Isaac Asimov için ne desek, ne yazsak az kalır. O, kütüphanelerin büyülü yerler olduğunu çocuk yaşta keşfetmiş bir kitapkurdu. Öyküleri henüz yirmi yaşına gelmeden dergilerde yer bulmaya başlamış bir öykücü. Bilimkurgu edebiyatının gidişatını değiştirmiş büyük bir usta. Yazdıklarıyla olduğu kadar, konuşmalarıyla da insanları etkileyen bir eğitimci. Aklınıza gelecek her konuda eser vermiş üretken bir kişi. Yazmanın kendisi için nefes almaktan farksız olduğunu düşünen ve ölümü daktilosunun başında karşılamak isteyen efsanevi bir isim. Dilimize en fazla eseri çevrilen bilimkurgu yazarı. Ve bilimkurgu tutkunlarının hayran olduğu bir adam.

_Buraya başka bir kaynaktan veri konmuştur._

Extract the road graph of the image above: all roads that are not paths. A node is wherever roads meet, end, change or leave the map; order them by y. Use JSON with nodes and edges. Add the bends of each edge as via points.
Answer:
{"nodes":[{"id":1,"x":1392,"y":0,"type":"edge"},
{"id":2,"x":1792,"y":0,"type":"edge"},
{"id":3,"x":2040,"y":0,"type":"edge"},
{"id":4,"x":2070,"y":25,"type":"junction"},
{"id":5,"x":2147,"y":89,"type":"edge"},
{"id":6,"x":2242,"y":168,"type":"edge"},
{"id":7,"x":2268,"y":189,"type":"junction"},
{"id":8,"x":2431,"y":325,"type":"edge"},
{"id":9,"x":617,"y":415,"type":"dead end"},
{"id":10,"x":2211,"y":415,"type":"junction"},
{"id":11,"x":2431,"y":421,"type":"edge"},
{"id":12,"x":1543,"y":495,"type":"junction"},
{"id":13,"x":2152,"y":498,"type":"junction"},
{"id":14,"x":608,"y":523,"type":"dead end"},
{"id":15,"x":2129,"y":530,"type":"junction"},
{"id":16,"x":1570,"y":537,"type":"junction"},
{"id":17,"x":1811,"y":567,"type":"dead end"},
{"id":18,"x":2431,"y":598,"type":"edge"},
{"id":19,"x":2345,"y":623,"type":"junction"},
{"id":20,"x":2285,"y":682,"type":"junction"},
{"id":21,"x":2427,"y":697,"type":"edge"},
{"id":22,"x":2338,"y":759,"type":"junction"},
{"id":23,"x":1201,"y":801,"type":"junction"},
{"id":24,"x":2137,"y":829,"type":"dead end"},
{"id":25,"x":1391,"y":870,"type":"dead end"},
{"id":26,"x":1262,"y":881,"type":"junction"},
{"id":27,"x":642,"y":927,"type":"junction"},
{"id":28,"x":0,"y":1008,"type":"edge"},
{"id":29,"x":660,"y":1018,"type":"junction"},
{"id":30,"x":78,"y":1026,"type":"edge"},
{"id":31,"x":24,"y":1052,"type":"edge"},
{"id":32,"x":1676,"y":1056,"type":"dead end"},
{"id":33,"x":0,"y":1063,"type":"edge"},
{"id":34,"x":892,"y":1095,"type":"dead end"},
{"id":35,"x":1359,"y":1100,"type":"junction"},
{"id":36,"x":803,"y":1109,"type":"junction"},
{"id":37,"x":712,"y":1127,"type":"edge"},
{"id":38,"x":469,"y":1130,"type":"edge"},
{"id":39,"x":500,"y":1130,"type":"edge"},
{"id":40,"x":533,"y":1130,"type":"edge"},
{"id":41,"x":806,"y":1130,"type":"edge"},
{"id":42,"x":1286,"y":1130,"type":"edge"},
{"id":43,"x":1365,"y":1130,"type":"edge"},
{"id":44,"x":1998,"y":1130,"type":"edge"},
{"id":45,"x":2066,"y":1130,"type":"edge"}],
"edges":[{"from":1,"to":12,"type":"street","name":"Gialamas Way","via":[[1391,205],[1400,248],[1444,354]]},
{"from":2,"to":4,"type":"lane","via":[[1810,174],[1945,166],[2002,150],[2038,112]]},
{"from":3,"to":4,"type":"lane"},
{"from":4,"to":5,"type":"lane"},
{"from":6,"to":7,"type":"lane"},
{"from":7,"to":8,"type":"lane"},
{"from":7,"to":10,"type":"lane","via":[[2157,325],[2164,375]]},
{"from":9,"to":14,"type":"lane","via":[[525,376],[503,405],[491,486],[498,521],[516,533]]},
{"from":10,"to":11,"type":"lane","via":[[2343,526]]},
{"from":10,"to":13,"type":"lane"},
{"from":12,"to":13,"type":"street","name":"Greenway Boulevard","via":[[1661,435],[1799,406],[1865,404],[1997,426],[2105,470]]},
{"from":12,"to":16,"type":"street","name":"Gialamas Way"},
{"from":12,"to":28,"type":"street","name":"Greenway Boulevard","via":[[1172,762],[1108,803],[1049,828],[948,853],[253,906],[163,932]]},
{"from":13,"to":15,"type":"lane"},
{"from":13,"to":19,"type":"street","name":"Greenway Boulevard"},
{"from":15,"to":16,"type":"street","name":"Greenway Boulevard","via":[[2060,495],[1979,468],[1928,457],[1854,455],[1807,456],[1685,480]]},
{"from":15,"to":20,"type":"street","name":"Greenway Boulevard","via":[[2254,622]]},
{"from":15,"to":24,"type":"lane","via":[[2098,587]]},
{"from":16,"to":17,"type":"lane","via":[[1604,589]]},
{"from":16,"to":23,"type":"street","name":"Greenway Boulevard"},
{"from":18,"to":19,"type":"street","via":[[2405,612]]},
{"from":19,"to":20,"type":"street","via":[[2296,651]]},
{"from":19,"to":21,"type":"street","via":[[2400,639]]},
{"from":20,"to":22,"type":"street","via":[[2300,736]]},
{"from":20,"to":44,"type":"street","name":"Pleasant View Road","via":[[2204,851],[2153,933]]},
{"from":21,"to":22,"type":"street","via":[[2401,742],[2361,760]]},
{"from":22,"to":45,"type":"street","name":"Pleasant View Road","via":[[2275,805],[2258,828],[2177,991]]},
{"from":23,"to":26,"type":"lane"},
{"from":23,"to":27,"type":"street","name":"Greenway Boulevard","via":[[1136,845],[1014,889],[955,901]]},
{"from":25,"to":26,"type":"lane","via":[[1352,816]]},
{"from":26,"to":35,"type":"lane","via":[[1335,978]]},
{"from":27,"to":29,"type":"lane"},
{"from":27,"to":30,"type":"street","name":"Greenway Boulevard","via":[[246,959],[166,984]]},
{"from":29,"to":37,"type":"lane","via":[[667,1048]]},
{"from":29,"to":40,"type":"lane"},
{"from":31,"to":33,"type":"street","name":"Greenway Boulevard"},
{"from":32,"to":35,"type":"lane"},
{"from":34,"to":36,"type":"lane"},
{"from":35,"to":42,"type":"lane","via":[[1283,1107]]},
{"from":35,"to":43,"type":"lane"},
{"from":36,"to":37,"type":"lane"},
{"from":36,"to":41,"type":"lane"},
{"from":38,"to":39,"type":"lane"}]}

Bu yazımızda sizlere, bu büyük yazarın farklı kitaplarda yer alan yedi öyküsünü tanıtacağız. Elbette Asimov’un kaleme aldığı bunca öykü varken işimiz bir hayli zor. “Bu öykü neden yok? Şu öykü de olmadan olur mu?” benzeri sitemkâr sorularınızı şimdiden işitir gibiyiz. Bu yüzden gelin şöyle yapalım. Sizler de kendi favori öykülerinizi belirleyin ve bu öyküleri yazımızın altında paylaşın. Belki sizin seçtiğiniz öyküler de başka bir yazının konusu olur, kim bilir.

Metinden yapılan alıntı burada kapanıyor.